Plan Plenty of Activities
Technology can easily create an imbalance in your life. You work at a computer all day only to come home and scroll through social media on your smartphone while watching TV. A healthy relationship with technology requires a degree of separation to include the rest of life’s joys.
Show your kids just how much fun they can have while unplugged. Take them to the park and to shows and concerts. Plan other activities that keep them engaged at home and outside. Encouraging participation in extracurricular activities will ensure that kids strike the proper balance between online and offline play.
Create No-Tech Zones and Times
There are times and places where the use of technology is not appropriate. The classroom is one example, but you won’t be at school to monitor your kids’ use of technology. Start instilling good habits and judgment early by establishing no-tech zones and times in your home.

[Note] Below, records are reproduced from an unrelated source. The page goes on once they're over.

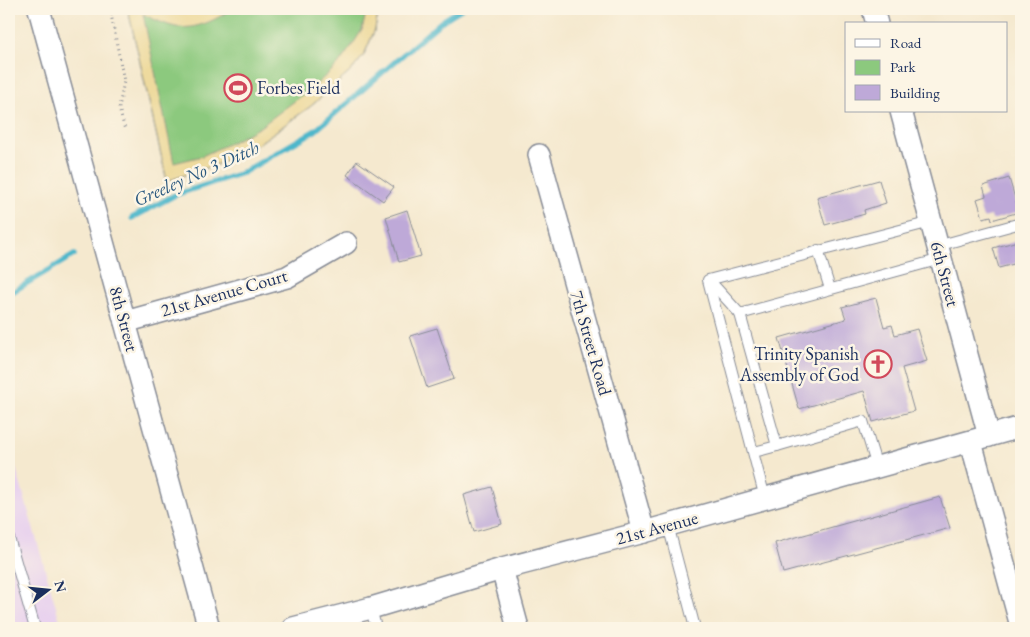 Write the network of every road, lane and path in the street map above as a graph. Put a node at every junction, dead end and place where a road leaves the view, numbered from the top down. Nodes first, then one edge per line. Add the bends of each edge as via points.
1 (38, 9) edge
2 (110, 9) edge
3 (873, 9) edge
4 (876, 22) edge
5 (901, 112) edge
6 (125, 130) dead end
7 (539, 155) dead end
8 (931, 222) junction
9 (1021, 223) edge
10 (346, 243) dead end
11 (818, 250) junction
12 (939, 252) junction
13 (708, 280) junction
14 (830, 289) junction
15 (740, 314) junction
16 (124, 322) junction
17 (1021, 428) edge
18 (980, 439) junction
19 (776, 446) junction
20 (754, 452) junction
21 (877, 467) junction
22 (765, 498) junction
23 (668, 526) junction
24 (644, 532) junction
25 (9, 538) edge
26 (502, 569) junction
27 (371, 608) junction
28 (1021, 626) edge
29 (35, 628) edge
30 (210, 628) edge
31 (293, 628) edge
32 (376, 628) edge
33 (518, 628) edge
34 (695, 628) edge

1 - 16 street, 8th Street
2 - 6 path via 124,82 119,108
3 - 4 street
5 - 8 street, 6th Street
7 - 24 street, 7th Street Road
8 - 11 lane
8 - 12 street, 6th Street
9 - 12 lane
10 - 16 street, 21st Avenue Court via 287,278
11 - 13 lane
11 - 14 lane
12 - 14 lane
12 - 18 street, 6th Street
13 - 15 lane
13 - 20 lane
14 - 15 lane
15 - 19 lane
16 - 30 street, 8th Street
17 - 18 street, 21st Avenue
18 - 21 street, 21st Avenue
18 - 28 street, 6th Street
19 - 20 lane
19 - 21 lane via 863,421
20 - 22 lane
21 - 22 street, 21st Avenue
22 - 23 street, 21st Avenue
23 - 24 street, 21st Avenue
23 - 34 lane
24 - 26 street, 21st Avenue
25 - 29 lane
26 - 27 street, 21st Avenue
26 - 33 street
27 - 31 street, 21st Avenue
27 - 32 lane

The dinner table is an excellent example of a time and place where technology shouldn’t be allowed. Start there, and branch out to other areas as you see fit. No technology in bed, during reading time, or first thing in the morning are other parameters you can set.
Make Them Work for It
Kids will value their technology more when they’ve earned it. Too many kids feel entitled when they get a cellphone upgrade for Christmas every year. Teach your children to work for the technology they get, and they’ll learn to take care of it better.
Let’s say your kids have approached you with the desire to get a new video game console. Instead of giving in immediately and buying it for them, put them to work. Assign chores for them to earn money to save, and eventually they can buy the console themselves. After all the hard work, not only will the prize feel more rewarding, they’ll respect the time it took to earn it.
Many parents also make their kids work for screen time. Create a list of chores that, once completed, will grant your kids a set amount of technology use. Your kids will only earn screen time if they get some productive tasks done first.
It’s easy to get sucked into your own world with technology. Show your kids that technology is best used with other people. Playing games or watching a movie with friends and family, for example, is a better way to use technology than by yourself.
Video technology allows your kids to reach out to grandparents, cousins, and other family members who don’t live close by. Emphasize this type of technology use in your family. You’ll develop stronger relationships and teach your kids that technology is for more than solo entertainment.
Warn About Dangers
There’s a lot of evil in the world that we don’t want to tell our kids about. The sad truth is that they need to be aware of the dangers of technology so they don’t get hurt. Sit down with your kids to warn them about the hidden traps that can be found on the internet.
When made aware of the dangers of technology, kids will be more cautious about what they do with it. If you don’t talk to your kids about strangers on the internet, cyberbullying, or pornography, they’ll find out from less trustworthy sources. Don’t let that be an option.
Technology should be an asset, not a hindrance. Set your kids up for success by helping them develop a healthy relationship with technology from day one.